Thursday, March 20, 2008

Waiting

Considering my field of work as a childbirth educator, it is difficult for me not to liken this whole book process to the gestation of a pregnancy. That being said, I'm glad women are not like elephants, and that our pregnancies do NOT last over two years, as this book project has for me. Interestingly enough, I began work on the book while pregnant with Gabriel--playing the waiting game during ten weeks of bed rest, and two weeks of prodromal early labor. My laptop became my refuge as I hunkered down in my room, on the couch, or on the lounge chair on the front porch. Before I knew it, the seed of a memoir had germinated, and I was off and running.

I spoke with my dear friend, Liz, this morning. The gal I visited in
Las Vegas a couple weeks ago. She is nearing her 38th week of pregnancy, and also playing the waiting game. As she and I both near our magnanimous birth experiences -- hers,the birth of her first child; mine, the birth of this book...we continue to support and stoke each other's courage, perseverance, and...patience.

As a woman who has endured pregnancy, labor and delivery three times--as well as one who witnesses this process again and again in the Lamaze class students I teach--I remember all too well the gradually building anxiety, impatience and excitement as the countdown to one's due date hastens. At some point, most women can hardly restrain themselves against the anticipation of labor.
When is this baby going to be born???

Now, less than a month away from the launch of this, my first book, I recognize that familiar anxiety and impatience as the countdown to the book release hastens.
Can't the final editing and formatting go any faster? What will the actual book-in-hand look like? What will it feel like? Will others love it as much as I do?

The process of pregnancy is such a labor of love, as is the birth of a child (thus, the term
labor). And likewise for me with this book, the weaving of words and paragraphs, one or two pages at a time (often late at night, during nap times, or at Wild Joe's coffee shop on early Saturday mornings) was, and continues to be a labor of love.

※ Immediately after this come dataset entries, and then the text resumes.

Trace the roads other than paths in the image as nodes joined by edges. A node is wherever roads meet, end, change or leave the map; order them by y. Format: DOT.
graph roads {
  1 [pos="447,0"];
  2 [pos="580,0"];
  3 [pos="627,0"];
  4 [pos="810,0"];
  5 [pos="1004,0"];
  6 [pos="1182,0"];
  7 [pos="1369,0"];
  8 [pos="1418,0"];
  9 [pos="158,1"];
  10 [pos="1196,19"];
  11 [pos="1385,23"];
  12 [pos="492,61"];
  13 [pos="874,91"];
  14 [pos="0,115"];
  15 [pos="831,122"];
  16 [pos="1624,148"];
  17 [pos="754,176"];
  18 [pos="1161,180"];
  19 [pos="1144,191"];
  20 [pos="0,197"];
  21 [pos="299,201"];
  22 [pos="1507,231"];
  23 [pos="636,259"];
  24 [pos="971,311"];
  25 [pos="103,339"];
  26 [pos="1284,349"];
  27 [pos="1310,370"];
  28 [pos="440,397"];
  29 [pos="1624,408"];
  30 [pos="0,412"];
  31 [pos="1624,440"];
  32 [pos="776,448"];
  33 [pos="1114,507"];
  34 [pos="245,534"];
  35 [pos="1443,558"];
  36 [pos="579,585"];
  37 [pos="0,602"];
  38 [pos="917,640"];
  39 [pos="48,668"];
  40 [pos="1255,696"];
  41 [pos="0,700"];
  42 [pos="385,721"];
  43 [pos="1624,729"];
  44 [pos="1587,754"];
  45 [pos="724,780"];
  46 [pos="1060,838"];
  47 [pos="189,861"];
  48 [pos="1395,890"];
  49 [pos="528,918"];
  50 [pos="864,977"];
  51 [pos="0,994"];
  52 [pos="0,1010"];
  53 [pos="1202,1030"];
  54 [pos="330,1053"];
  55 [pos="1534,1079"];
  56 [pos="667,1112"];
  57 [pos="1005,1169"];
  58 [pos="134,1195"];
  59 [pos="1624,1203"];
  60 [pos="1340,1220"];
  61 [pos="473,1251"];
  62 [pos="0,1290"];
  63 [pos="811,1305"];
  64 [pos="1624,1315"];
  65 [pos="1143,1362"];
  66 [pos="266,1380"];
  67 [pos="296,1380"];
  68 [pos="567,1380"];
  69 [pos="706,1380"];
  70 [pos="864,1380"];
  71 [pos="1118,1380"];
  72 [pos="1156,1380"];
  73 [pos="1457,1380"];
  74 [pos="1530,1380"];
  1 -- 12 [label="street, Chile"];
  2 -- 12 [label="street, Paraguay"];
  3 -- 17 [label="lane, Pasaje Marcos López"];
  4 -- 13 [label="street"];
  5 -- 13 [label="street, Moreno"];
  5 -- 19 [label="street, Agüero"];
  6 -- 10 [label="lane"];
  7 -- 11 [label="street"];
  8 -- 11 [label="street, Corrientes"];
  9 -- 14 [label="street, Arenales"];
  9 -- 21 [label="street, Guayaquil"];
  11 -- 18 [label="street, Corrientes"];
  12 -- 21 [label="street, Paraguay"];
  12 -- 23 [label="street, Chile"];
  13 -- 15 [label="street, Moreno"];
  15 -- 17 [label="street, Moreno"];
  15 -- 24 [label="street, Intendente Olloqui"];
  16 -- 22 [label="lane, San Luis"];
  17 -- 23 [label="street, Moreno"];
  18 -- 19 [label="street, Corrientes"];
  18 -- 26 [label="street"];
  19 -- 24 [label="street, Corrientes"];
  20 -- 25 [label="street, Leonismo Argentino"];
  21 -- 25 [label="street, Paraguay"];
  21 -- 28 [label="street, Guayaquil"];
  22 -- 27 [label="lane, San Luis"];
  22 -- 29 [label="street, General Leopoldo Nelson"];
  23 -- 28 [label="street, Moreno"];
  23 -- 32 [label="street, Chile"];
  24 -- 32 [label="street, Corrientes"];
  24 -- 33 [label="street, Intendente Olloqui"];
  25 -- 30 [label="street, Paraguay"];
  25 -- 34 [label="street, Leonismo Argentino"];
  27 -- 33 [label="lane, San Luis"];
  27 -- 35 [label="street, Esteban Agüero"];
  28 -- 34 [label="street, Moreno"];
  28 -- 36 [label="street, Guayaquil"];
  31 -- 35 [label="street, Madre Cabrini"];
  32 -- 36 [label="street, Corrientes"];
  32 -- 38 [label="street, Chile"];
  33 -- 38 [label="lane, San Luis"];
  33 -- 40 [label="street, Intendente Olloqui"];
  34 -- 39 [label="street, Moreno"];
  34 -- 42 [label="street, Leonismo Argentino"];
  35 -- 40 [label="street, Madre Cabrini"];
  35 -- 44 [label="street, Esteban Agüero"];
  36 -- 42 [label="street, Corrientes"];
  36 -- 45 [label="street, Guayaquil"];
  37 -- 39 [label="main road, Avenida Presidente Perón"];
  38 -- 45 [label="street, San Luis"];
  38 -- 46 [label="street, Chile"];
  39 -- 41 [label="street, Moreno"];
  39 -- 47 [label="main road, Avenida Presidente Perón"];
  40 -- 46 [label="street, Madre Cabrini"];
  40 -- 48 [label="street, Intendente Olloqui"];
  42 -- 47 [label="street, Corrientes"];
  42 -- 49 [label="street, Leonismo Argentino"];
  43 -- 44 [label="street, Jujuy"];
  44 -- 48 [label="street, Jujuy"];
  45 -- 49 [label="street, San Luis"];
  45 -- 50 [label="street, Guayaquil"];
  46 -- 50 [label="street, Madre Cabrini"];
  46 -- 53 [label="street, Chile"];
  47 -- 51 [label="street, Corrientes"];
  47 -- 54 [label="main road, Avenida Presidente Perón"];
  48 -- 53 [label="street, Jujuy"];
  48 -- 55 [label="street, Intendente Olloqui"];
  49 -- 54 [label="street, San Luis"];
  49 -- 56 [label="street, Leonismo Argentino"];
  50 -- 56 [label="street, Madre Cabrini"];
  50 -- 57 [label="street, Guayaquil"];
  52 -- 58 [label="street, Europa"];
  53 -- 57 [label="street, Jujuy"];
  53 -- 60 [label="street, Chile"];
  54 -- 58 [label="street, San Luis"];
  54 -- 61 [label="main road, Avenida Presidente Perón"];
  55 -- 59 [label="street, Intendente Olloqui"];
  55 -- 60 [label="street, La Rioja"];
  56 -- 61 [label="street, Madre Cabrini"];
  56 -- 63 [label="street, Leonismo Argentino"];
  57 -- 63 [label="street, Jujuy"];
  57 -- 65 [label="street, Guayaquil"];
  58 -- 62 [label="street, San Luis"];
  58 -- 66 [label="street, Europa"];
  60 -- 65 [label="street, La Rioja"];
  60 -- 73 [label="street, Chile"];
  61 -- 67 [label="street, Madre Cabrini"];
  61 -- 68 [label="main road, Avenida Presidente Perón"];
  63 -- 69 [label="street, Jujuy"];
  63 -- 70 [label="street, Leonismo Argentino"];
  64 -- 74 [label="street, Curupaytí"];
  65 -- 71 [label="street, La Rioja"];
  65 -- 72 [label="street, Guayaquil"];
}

The publication of this book (
public-ation) is not about becoming rich and famous. I know my chances of that are about 1 in a million (a trillion?). I'm not looking to get on Oprah (although, I wouldn't turn an invite down), or the early morning talk show circuit. I just want to share my story. I want other women like myself who struggle through the early years of motherhood to know they're not alone. I want generations of mothers who have gone before me, and those yet to come, to realize that today's moms face unique challenges that are complicated by careers, the medical industry, stoicism, and our fast paced culture. And I want the men and women who bother to read this book to ultimately draw the same conclusion that I have: It's all worth it-- the headaches, the heart aches, and the laborious nature of parenting. That the love a mother (or father) has for their child is incredibly healing and inspiring. That the wait is well worth their while.

So, as Liz awaits the next series of contractions that just might herald "the real thing", and I await the fitting together of the final pieces of the puzzle called book publishing, we both are able to embrace the maddening, trying value of letting our birth processes unfold in due time.